Strait of Hormuz Crisis May Impact Ghana’s Food System Mainly Through Indirect Channels, Says Prof. Asuming
Economist at the University of Ghana, Prof. Patrick Asuming, has stated that a disruption of the Strait of Hormuz may affect Ghana’s food system largely through indirect economic channels rather than through direct food supply disruptions.
Speaking during the NorvanReports and Economic Governance Platform (EGP) X Space discussion themed “State of Ghana’s Food: The Impact of a Strait of Hormuz Closure” on Sunday, March 15, 2026, Prof. Asuming said the implications for Ghana should be examined through both direct and indirect effects.
According to him, an assessment of Ghana’s food import structure suggests that many of the country’s major food imports do not originate from countries that rely heavily on the Hormuz shipping corridor.
He explained that Ghana’s key imported food categories include grains, meat products, fats and vegetable oils, and sugar-related products.
“In terms of the items we import and who we import them from, the countries that use the Strait of Hormuz more directly are probably not in that list,” he noted.
Data from the Ghana Statistical Service, he said, indicate that Ghana’s major grain imports largely originate from countries such as Canada, Turkey, Russia and other European countries, while cereals are also sourced from Vietnam and Brazil.
Fish products, he added, are mainly imported from China, France and other African countries, while Brazil remains a significant supplier of certain animal products.
From that perspective, Prof. Asuming noted that the direct supply impact of a disruption in the Strait may appear limited.
However, he cautioned that the broader economic effects could be significant due to disruptions in global supply chains and rising logistics costs.
“But when you begin to look at the indirect impact, that’s when you see a whole variety of areas where Ghana will be affected, including shipping, freight costs and potential effects on the currency,” he said.
Planting season risks
Prof. Asuming further indicated that the timing of the disruption could create additional risks for Ghana’s agricultural sector as the country enters its planting season.
He noted that while imported processed foods typically arrive throughout the year, agricultural inputs such as fertilisers and other production inputs are particularly important during planting periods.
According to him, even if such inputs do not pass directly through the Strait, disruptions in global supply chains could still cascade across markets and affect availability and pricing.
“From a macro point of view, the impact only gets worse with time. The longer it goes, the bigger the potential impact for us,” he explained.

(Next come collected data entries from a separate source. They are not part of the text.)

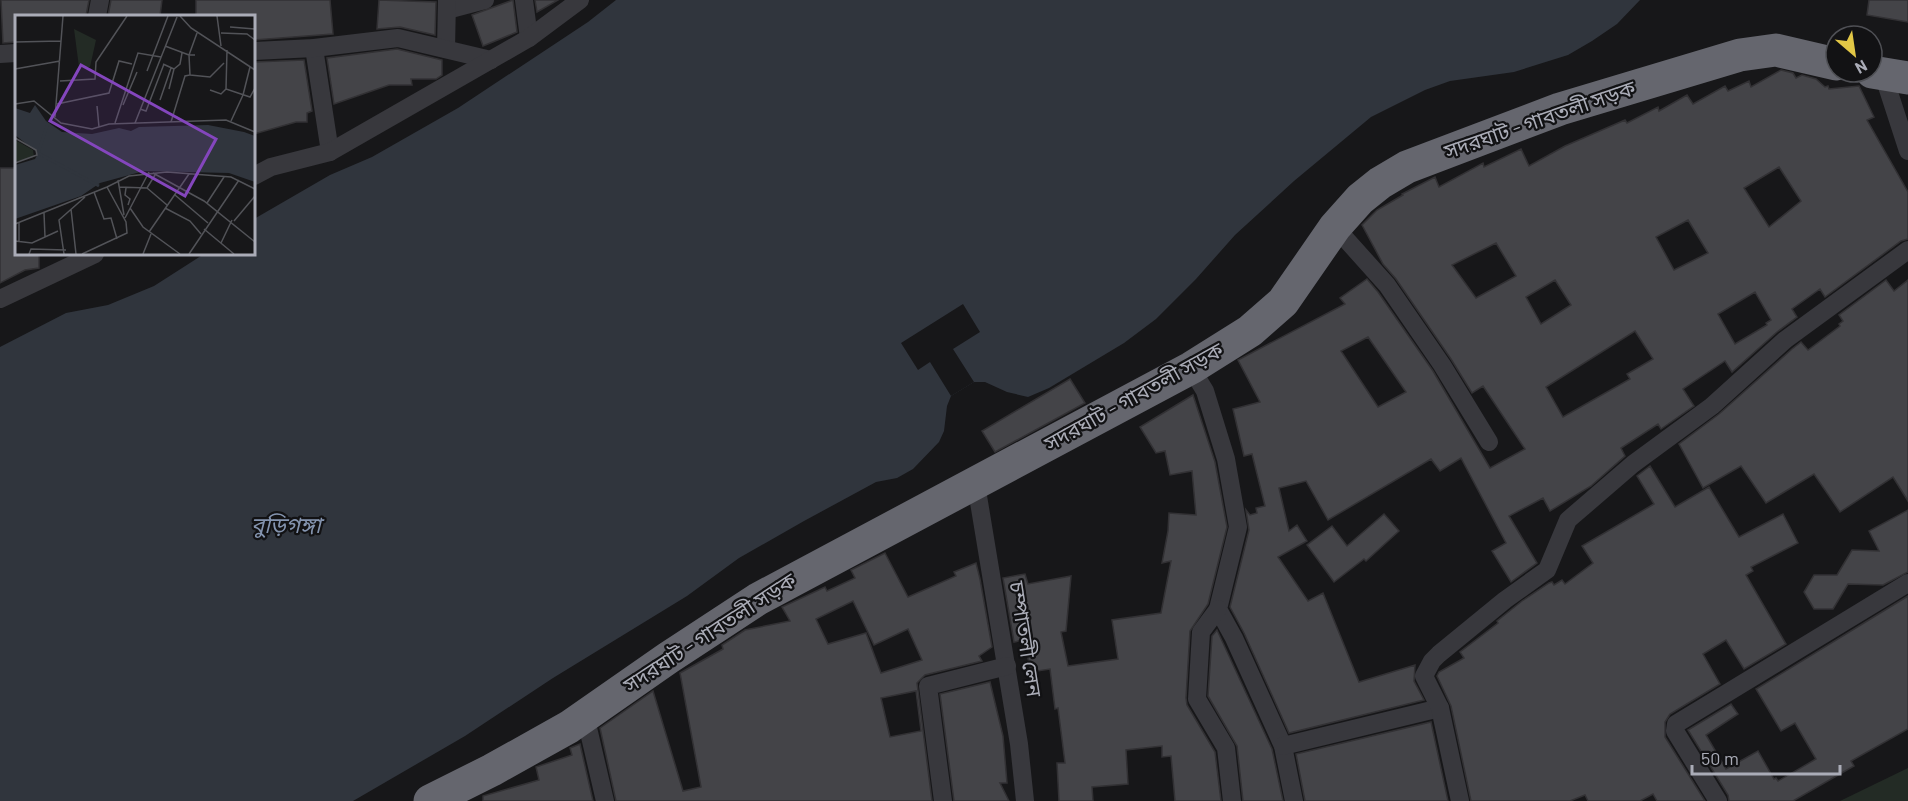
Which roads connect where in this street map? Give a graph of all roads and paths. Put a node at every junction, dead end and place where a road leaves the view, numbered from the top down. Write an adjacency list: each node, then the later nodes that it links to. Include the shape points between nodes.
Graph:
1 (100, 0): 6 (street)
2 (485, 0): 5 (street)
3 (524, 0): 7 (street)
4 (580, 0): 7 (street)
5 (447, 5): 9 (street)
6 (97, 15)
7 (530, 38): 13 (street)
8 (314, 48): 9 (street, via 398,38); 10 (street); 17 (street)
9 (446, 50): 13 (street)
10 (255, 51)
11 (15, 53): 12 (street)
12 (0, 54)
13 (490, 60): 17 (street)
14 (1824, 61): 19 (highway, সদরঘাট - গাবতলী সড়ক, via 1776,50 1740,55 1560,109 1407,167 1360,199)
15 (1888, 75): 16 (street)
16 (1908, 151)
17 (330, 152): 18 (street, via 271,167)
18 (255, 175)
19 (1335, 227): 23 (highway, সদরঘাট - গাবতলী সড়ক, via 1283,302 1250,331); 24 (street, via 1387,285 1442,364)
20 (1908, 250): 29 (street, via 1785,340 1712,406 1633,464 1568,520 1547,570 1432,661 1424,676)
21 (88, 255): 22 (street)
22 (0, 299)
23 (1191, 368): 25 (highway, সদরঘাট - গাবতলী সড়ক); 27 (street, via 1205,391 1226,459 1238,527)
24 (1489, 442)
25 (976, 484): 28 (street, চম্পাতলী লেন); 30 (highway, সদরঘাট - গাবতলী সড়ক, via 759,599)
26 (1908, 583): 39 (street, via 1676,724)
27 (1218, 609): 31 (street); 36 (street, via 1201,632 1197,699 1226,748)
28 (1007, 666): 34 (street, via 928,686); 35 (street, চম্পাতলী লেন)
29 (1440, 708): 31 (street); 38 (street)
30 (585, 715): 32 (highway, সদরঘাট - গাবতলী সড়ক, via 492,771); 33 (street)
31 (1283, 746): 37 (street)
32 (430, 801)
33 (605, 801)
34 (944, 801)
35 (1025, 801)
36 (1232, 801)
37 (1294, 801)
38 (1460, 801)
39 (1718, 801)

Import dependency a structural concern
Prof. Asuming also emphasised that Ghana’s high dependence on imported food remains a structural vulnerability that amplifies the impact of external shocks.
He argued that despite the country’s strong agricultural potential across the food value chain—from raw agricultural production to semi-processed and processed foods—growing reliance on imports has weakened the domestic productive base.
“The import dependency, especially on the food side, is a much bigger problem,” he stated.
According to him, if Ghana were less exposed to food imports, external shocks affecting exchange rates, freight costs and global commodity prices would have a more limited impact on domestic food prices.
He further noted that Ghana remains one of the most open economies globally, a situation he said has gradually allowed imports to erode local production capacity.
Fuel price increases could transmit shocks quickly
Prof. Asuming warned that the earliest impact of the disruption could emerge through rising fuel prices.
“I understand that we should be expecting at least a 10 percent increase or probably more at the pumps,” he said.
Once fuel prices begin to rise, he noted, the impact would quickly spread across transportation, logistics and other sectors of the economy, given the central role energy plays in economic activity.
“Energy and fuel affect almost everything we do in the economy,” he said.
While higher global gold prices could help support the Bank of Ghana’s ability to stabilise the cedi, he cautioned that the broader challenge extends beyond currency stability.
According to him, multiple rounds of fuel price increases could quickly transmit inflationary pressures across the wider economy.
“This is not just going to be a food thing,” Prof. Asuming noted. “Once the fuel price increases pass through several rounds, the impact spreads through all the other sectors of the economy.”
He added that the longer the disruption in the Strait persists, the more difficult it will become for Ghana to contain its economic effects.